Task instructions:
Set down, in full, every record in the block.
***** Supplied data
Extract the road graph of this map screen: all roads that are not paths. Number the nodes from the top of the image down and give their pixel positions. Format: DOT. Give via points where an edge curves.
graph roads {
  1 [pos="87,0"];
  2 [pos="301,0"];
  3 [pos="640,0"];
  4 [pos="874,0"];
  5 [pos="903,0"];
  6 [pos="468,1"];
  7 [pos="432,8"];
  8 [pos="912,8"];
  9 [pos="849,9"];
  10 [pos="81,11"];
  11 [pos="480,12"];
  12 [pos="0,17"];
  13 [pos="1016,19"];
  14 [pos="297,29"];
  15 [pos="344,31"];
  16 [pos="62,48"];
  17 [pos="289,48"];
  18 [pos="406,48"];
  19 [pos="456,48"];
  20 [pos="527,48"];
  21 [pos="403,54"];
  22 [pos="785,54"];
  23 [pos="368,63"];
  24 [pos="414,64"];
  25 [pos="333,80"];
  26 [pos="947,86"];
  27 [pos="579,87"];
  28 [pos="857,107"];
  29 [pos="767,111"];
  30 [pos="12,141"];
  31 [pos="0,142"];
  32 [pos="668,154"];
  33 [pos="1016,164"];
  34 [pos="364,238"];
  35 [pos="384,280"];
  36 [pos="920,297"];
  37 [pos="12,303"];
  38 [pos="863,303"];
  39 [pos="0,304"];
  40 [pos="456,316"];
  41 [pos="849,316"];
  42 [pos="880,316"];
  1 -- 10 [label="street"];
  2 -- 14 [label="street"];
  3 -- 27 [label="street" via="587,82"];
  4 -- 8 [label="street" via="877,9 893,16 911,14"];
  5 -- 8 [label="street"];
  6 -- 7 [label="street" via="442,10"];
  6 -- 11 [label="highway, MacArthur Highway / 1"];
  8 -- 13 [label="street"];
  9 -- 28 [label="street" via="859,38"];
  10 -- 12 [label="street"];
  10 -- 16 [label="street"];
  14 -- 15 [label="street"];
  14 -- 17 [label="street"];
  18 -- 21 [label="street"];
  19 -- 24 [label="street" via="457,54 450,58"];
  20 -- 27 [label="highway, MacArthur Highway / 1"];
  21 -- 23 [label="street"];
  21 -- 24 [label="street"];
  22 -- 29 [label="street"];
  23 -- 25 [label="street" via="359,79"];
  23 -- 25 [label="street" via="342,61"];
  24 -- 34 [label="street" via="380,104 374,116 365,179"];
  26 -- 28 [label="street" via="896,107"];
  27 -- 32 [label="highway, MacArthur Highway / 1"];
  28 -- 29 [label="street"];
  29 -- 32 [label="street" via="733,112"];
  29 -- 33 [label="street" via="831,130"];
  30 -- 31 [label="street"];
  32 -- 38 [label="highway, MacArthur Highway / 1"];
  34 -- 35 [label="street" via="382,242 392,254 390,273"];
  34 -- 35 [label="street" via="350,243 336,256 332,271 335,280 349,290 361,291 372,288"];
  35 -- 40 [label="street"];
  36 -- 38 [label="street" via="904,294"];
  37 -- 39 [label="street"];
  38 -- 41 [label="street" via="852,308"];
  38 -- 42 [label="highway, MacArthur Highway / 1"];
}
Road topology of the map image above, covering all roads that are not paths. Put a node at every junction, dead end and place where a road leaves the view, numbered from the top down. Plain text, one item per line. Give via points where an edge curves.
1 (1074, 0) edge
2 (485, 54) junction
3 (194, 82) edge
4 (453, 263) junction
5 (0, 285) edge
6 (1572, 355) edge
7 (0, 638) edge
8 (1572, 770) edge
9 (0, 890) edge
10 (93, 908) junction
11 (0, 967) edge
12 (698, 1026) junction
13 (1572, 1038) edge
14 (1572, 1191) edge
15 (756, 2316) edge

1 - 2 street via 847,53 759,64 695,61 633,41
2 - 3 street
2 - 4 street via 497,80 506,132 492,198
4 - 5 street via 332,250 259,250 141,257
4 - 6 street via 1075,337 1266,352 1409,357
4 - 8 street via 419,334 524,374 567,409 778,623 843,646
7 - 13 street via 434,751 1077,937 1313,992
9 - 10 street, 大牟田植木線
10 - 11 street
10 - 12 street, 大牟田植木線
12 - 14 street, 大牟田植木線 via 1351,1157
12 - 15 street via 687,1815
**********
Solution for this task:
Extract the road graph of this map screen: all roads that are not paths. Number the nodes from the top of the image down and give their pixel positions. Format: DOT. Give via points where an edge curves.
graph roads {
  1 [pos="87,0"];
  2 [pos="301,0"];
  3 [pos="640,0"];
  4 [pos="874,0"];
  5 [pos="903,0"];
  6 [pos="468,1"];
  7 [pos="432,8"];
  8 [pos="912,8"];
  9 [pos="849,9"];
  10 [pos="81,11"];
  11 [pos="480,12"];
  12 [pos="0,17"];
  13 [pos="1016,19"];
  14 [pos="297,29"];
  15 [pos="344,31"];
  16 [pos="62,48"];
  17 [pos="289,48"];
  18 [pos="406,48"];
  19 [pos="456,48"];
  20 [pos="527,48"];
  21 [pos="403,54"];
  22 [pos="785,54"];
  23 [pos="368,63"];
  24 [pos="414,64"];
  25 [pos="333,80"];
  26 [pos="947,86"];
  27 [pos="579,87"];
  28 [pos="857,107"];
  29 [pos="767,111"];
  30 [pos="12,141"];
  31 [pos="0,142"];
  32 [pos="668,154"];
  33 [pos="1016,164"];
  34 [pos="364,238"];
  35 [pos="384,280"];
  36 [pos="920,297"];
  37 [pos="12,303"];
  38 [pos="863,303"];
  39 [pos="0,304"];
  40 [pos="456,316"];
  41 [pos="849,316"];
  42 [pos="880,316"];
  1 -- 10 [label="street"];
  2 -- 14 [label="street"];
  3 -- 27 [label="street" via="587,82"];
  4 -- 8 [label="street" via="877,9 893,16 911,14"];
  5 -- 8 [label="street"];
  6 -- 7 [label="street" via="442,10"];
  6 -- 11 [label="highway, MacArthur Highway / 1"];
  8 -- 13 [label="street"];
  9 -- 28 [label="street" via="859,38"];
  10 -- 12 [label="street"];
  10 -- 16 [label="street"];
  14 -- 15 [label="street"];
  14 -- 17 [label="street"];
  18 -- 21 [label="street"];
  19 -- 24 [label="street" via="457,54 450,58"];
  20 -- 27 [label="highway, MacArthur Highway / 1"];
  21 -- 23 [label="street"];
  21 -- 24 [label="street"];
  22 -- 29 [label="street"];
  23 -- 25 [label="street" via="359,79"];
  23 -- 25 [label="street" via="342,61"];
  24 -- 34 [label="street" via="380,104 374,116 365,179"];
  26 -- 28 [label="street" via="896,107"];
  27 -- 32 [label="highway, MacArthur Highway / 1"];
  28 -- 29 [label="street"];
  29 -- 32 [label="street" via="733,112"];
  29 -- 33 [label="street" via="831,130"];
  30 -- 31 [label="street"];
  32 -- 38 [label="highway, MacArthur Highway / 1"];
  34 -- 35 [label="street" via="382,242 392,254 390,273"];
  34 -- 35 [label="street" via="350,243 336,256 332,271 335,280 349,290 361,291 372,288"];
  35 -- 40 [label="street"];
  36 -- 38 [label="street" via="904,294"];
  37 -- 39 [label="street"];
  38 -- 41 [label="street" via="852,308"];
  38 -- 42 [label="highway, MacArthur Highway / 1"];
}
Road topology of the map image above, covering all roads that are not paths. Put a node at every junction, dead end and place where a road leaves the view, numbered from the top down. Plain text, one item per line. Give via points where an edge curves.
1 (1074, 0) edge
2 (485, 54) junction
3 (194, 82) edge
4 (453, 263) junction
5 (0, 285) edge
6 (1572, 355) edge
7 (0, 638) edge
8 (1572, 770) edge
9 (0, 890) edge
10 (93, 908) junction
11 (0, 967) edge
12 (698, 1026) junction
13 (1572, 1038) edge
14 (1572, 1191) edge
15 (756, 2316) edge

1 - 2 street via 847,53 759,64 695,61 633,41
2 - 3 street
2 - 4 street via 497,80 506,132 492,198
4 - 5 street via 332,250 259,250 141,257
4 - 6 street via 1075,337 1266,352 1409,357
4 - 8 street via 419,334 524,374 567,409 778,623 843,646
7 - 13 street via 434,751 1077,937 1313,992
9 - 10 street, 大牟田植木線
10 - 11 street
10 - 12 street, 大牟田植木線
12 - 14 street, 大牟田植木線 via 1351,1157
12 - 15 street via 687,1815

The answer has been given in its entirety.